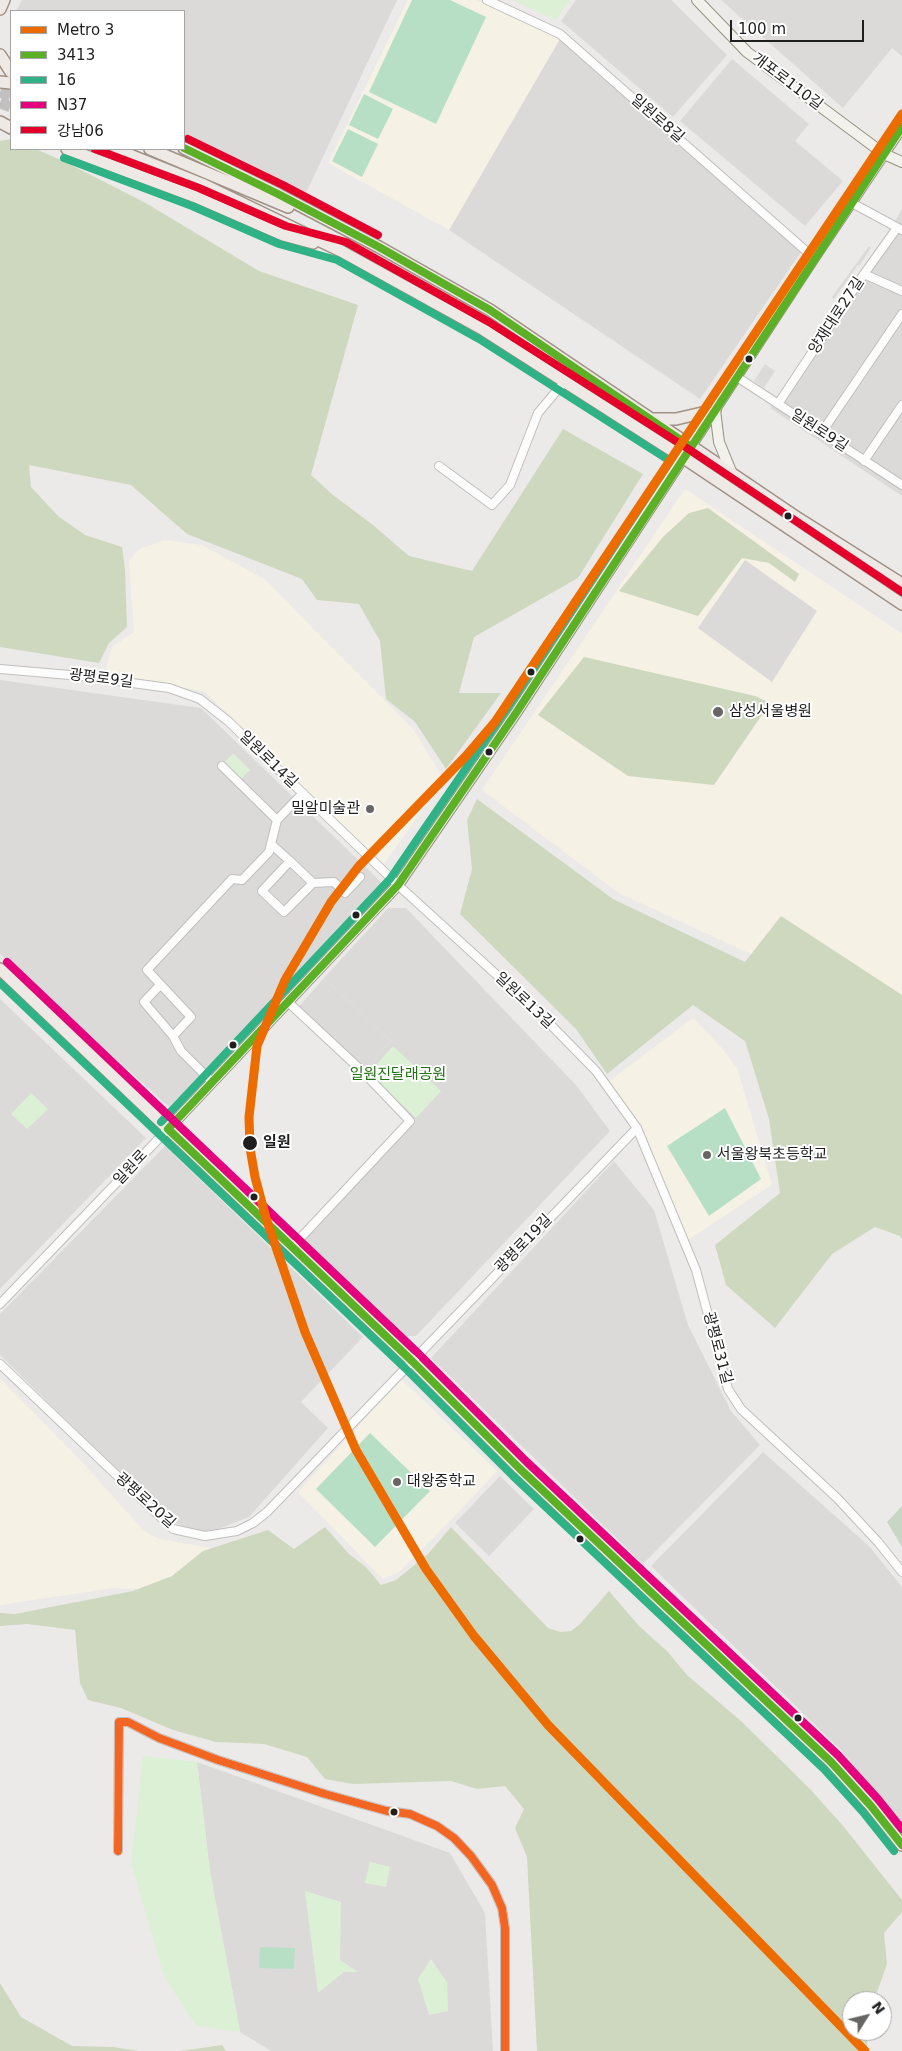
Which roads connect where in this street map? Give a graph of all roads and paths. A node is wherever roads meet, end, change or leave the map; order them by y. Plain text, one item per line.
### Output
1 (4, 0) edge
2 (487, 0) edge
3 (697, 0) edge
4 (0, 9) edge
5 (0, 55) edge
6 (10, 70) edge
7 (902, 127) edge
8 (185, 148) edge
9 (70, 150) edge
10 (117, 150) edge
11 (153, 150) edge
12 (884, 154) junction
13 (902, 162) edge
14 (852, 203) junction
15 (900, 229) edge
16 (379, 247) junction
17 (341, 251) junction
18 (814, 258) junction
19 (864, 274) junction
20 (902, 291) edge
21 (902, 314) edge
22 (737, 377) junction
23 (565, 382) junction
24 (778, 404) junction
25 (902, 405) edge
26 (715, 410) junction
27 (649, 418) junction
28 (822, 432) junction
29 (691, 447) junction
30 (684, 458) junction
31 (864, 461) junction
32 (439, 466) dead end
33 (732, 474) junction
34 (902, 485) edge
35 (902, 584) edge
36 (902, 604) edge
37 (0, 669) edge
38 (200, 699) joint
39 (222, 766) dead end
40 (302, 793) junction
41 (277, 820) junction
42 (271, 844) junction
43 (290, 862) junction
44 (360, 877) dead end
45 (313, 883) junction
46 (398, 885) junction
47 (0, 969) edge
48 (160, 985) junction
49 (288, 1002) junction
50 (174, 1036) junction
51 (212, 1082) junction
52 (636, 1128) junction
53 (168, 1129) junction
54 (292, 1247) junction
55 (0, 1304) edge
56 (412, 1361) junction
57 (0, 1364) edge
58 (902, 1572) edge
59 (902, 1845) edge
60 (118, 1851) dead end
61 (505, 2051) edge

1 - 4 main road
2 - 18 street, 일원로8길
3 - 12 street, 개포로110길
5 - 6 main road
7 - 12 street, 일원로
8 - 16 main road
9 - 17 main road
10 - 17 main road
11 - 16 main road
12 - 13 street, 개포로110길
12 - 14 street, 일원로
14 - 15 street
14 - 18 street, 일원로
15 - 19 street, 양재대로27길
16 - 27 main road
17 - 23 main road
18 - 22 street, 일원로
19 - 20 street
19 - 24 street, 양재대로27길
21 - 28 street
22 - 24 street, 일원로9길
22 - 26 street, 일원로
23 - 30 main road
23 - 32 street
24 - 28 street, 일원로9길
25 - 31 street
26 - 27 main road
26 - 29 street, 일원로
26 - 33 street
27 - 29 main road
28 - 31 street, 일원로9길
29 - 30 street, 일원로
29 - 33 main road
30 - 36 main road
30 - 46 street, 일원로
31 - 34 street, 일원로9길
33 - 35 main road
37 - 38 street, 광평로9길
38 - 40 street, 일원로14길
39 - 41 street
40 - 41 street
40 - 46 street, 일원로14길
41 - 42 street
42 - 43 street
42 - 48 street
43 - 45 street
43 - 45 street
44 - 45 street
46 - 49 street, 일원로
46 - 52 street, 일원로13길
47 - 53 main road
48 - 50 street
48 - 50 street
49 - 51 street, 일원로
49 - 54 street
50 - 51 street
51 - 53 street, 일원로
52 - 56 street, 광평로19길
52 - 58 street, 광평로31길
53 - 54 main road
53 - 55 street, 일원로
54 - 56 main road
56 - 57 street, 광평로20길
56 - 59 main road
60 - 61 street

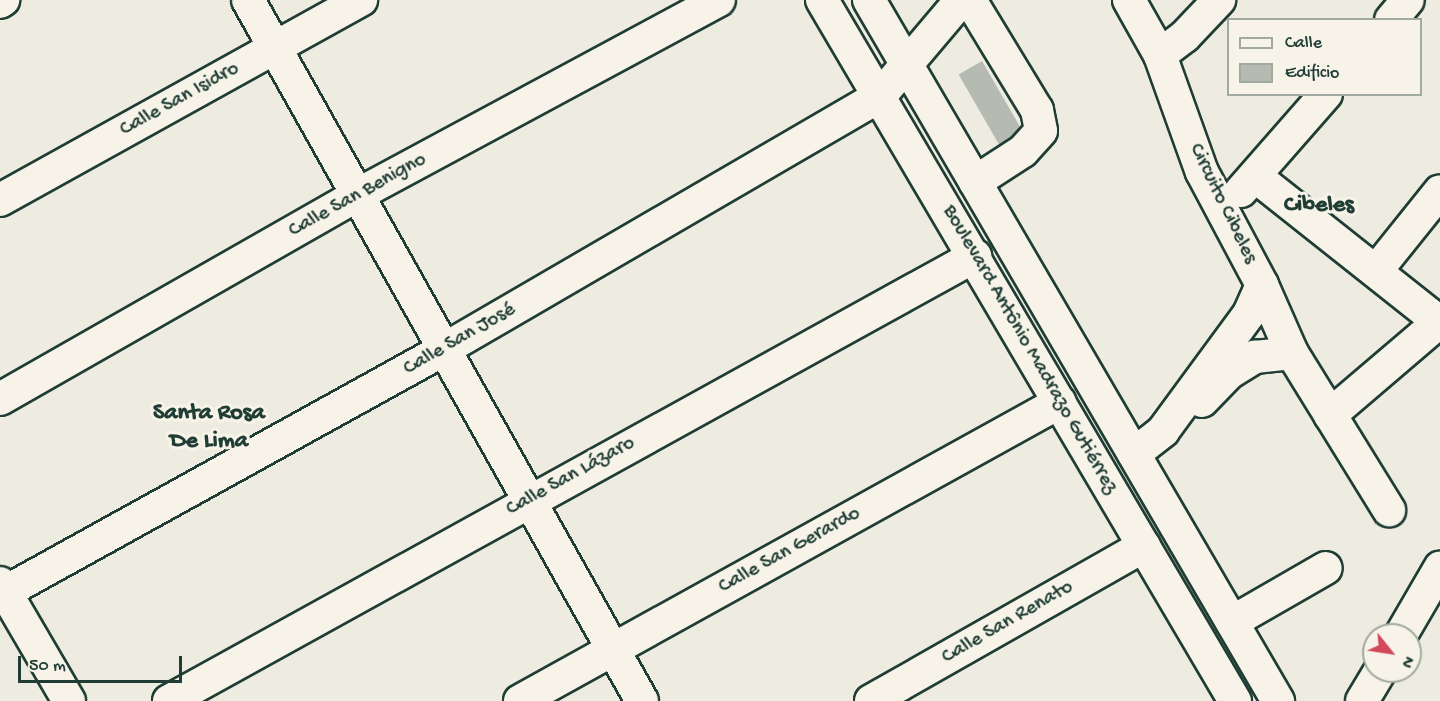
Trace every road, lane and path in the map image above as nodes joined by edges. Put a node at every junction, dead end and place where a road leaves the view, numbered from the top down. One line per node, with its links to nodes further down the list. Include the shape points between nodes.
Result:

**Work request:** Keep the pictures out of the copy and return the rest of the data above exactly.

**Task result:**
Which roads connect where in this street map? Give a graph of all roads and paths. A node is wherever roads meet, end, change or leave the map; order them by y. Plain text, one item per line.
### Output
1 (4, 0) edge
2 (487, 0) edge
3 (697, 0) edge
4 (0, 9) edge
5 (0, 55) edge
6 (10, 70) edge
7 (902, 127) edge
8 (185, 148) edge
9 (70, 150) edge
10 (117, 150) edge
11 (153, 150) edge
12 (884, 154) junction
13 (902, 162) edge
14 (852, 203) junction
15 (900, 229) edge
16 (379, 247) junction
17 (341, 251) junction
18 (814, 258) junction
19 (864, 274) junction
20 (902, 291) edge
21 (902, 314) edge
22 (737, 377) junction
23 (565, 382) junction
24 (778, 404) junction
25 (902, 405) edge
26 (715, 410) junction
27 (649, 418) junction
28 (822, 432) junction
29 (691, 447) junction
30 (684, 458) junction
31 (864, 461) junction
32 (439, 466) dead end
33 (732, 474) junction
34 (902, 485) edge
35 (902, 584) edge
36 (902, 604) edge
37 (0, 669) edge
38 (200, 699) joint
39 (222, 766) dead end
40 (302, 793) junction
41 (277, 820) junction
42 (271, 844) junction
43 (290, 862) junction
44 (360, 877) dead end
45 (313, 883) junction
46 (398, 885) junction
47 (0, 969) edge
48 (160, 985) junction
49 (288, 1002) junction
50 (174, 1036) junction
51 (212, 1082) junction
52 (636, 1128) junction
53 (168, 1129) junction
54 (292, 1247) junction
55 (0, 1304) edge
56 (412, 1361) junction
57 (0, 1364) edge
58 (902, 1572) edge
59 (902, 1845) edge
60 (118, 1851) dead end
61 (505, 2051) edge

1 - 4 main road
2 - 18 street, 일원로8길
3 - 12 street, 개포로110길
5 - 6 main road
7 - 12 street, 일원로
8 - 16 main road
9 - 17 main road
10 - 17 main road
11 - 16 main road
12 - 13 street, 개포로110길
12 - 14 street, 일원로
14 - 15 street
14 - 18 street, 일원로
15 - 19 street, 양재대로27길
16 - 27 main road
17 - 23 main road
18 - 22 street, 일원로
19 - 20 street
19 - 24 street, 양재대로27길
21 - 28 street
22 - 24 street, 일원로9길
22 - 26 street, 일원로
23 - 30 main road
23 - 32 street
24 - 28 street, 일원로9길
25 - 31 street
26 - 27 main road
26 - 29 street, 일원로
26 - 33 street
27 - 29 main road
28 - 31 street, 일원로9길
29 - 30 street, 일원로
29 - 33 main road
30 - 36 main road
30 - 46 street, 일원로
31 - 34 street, 일원로9길
33 - 35 main road
37 - 38 street, 광평로9길
38 - 40 street, 일원로14길
39 - 41 street
40 - 41 street
40 - 46 street, 일원로14길
41 - 42 street
42 - 43 street
42 - 48 street
43 - 45 street
43 - 45 street
44 - 45 street
46 - 49 street, 일원로
46 - 52 street, 일원로13길
47 - 53 main road
48 - 50 street
48 - 50 street
49 - 51 street, 일원로
49 - 54 street
50 - 51 street
51 - 53 street, 일원로
52 - 56 street, 광평로19길
52 - 58 street, 광평로31길
53 - 54 main road
53 - 55 street, 일원로
54 - 56 main road
56 - 57 street, 광평로20길
56 - 59 main road
60 - 61 street

Trace every road, lane and path in the map image above as nodes joined by edges. Put a node at every junction, dead end and place where a road leaves the view, numbered from the top down. One line per node, with its links to nodes further down the list. Include the shape points between nodes.
Result:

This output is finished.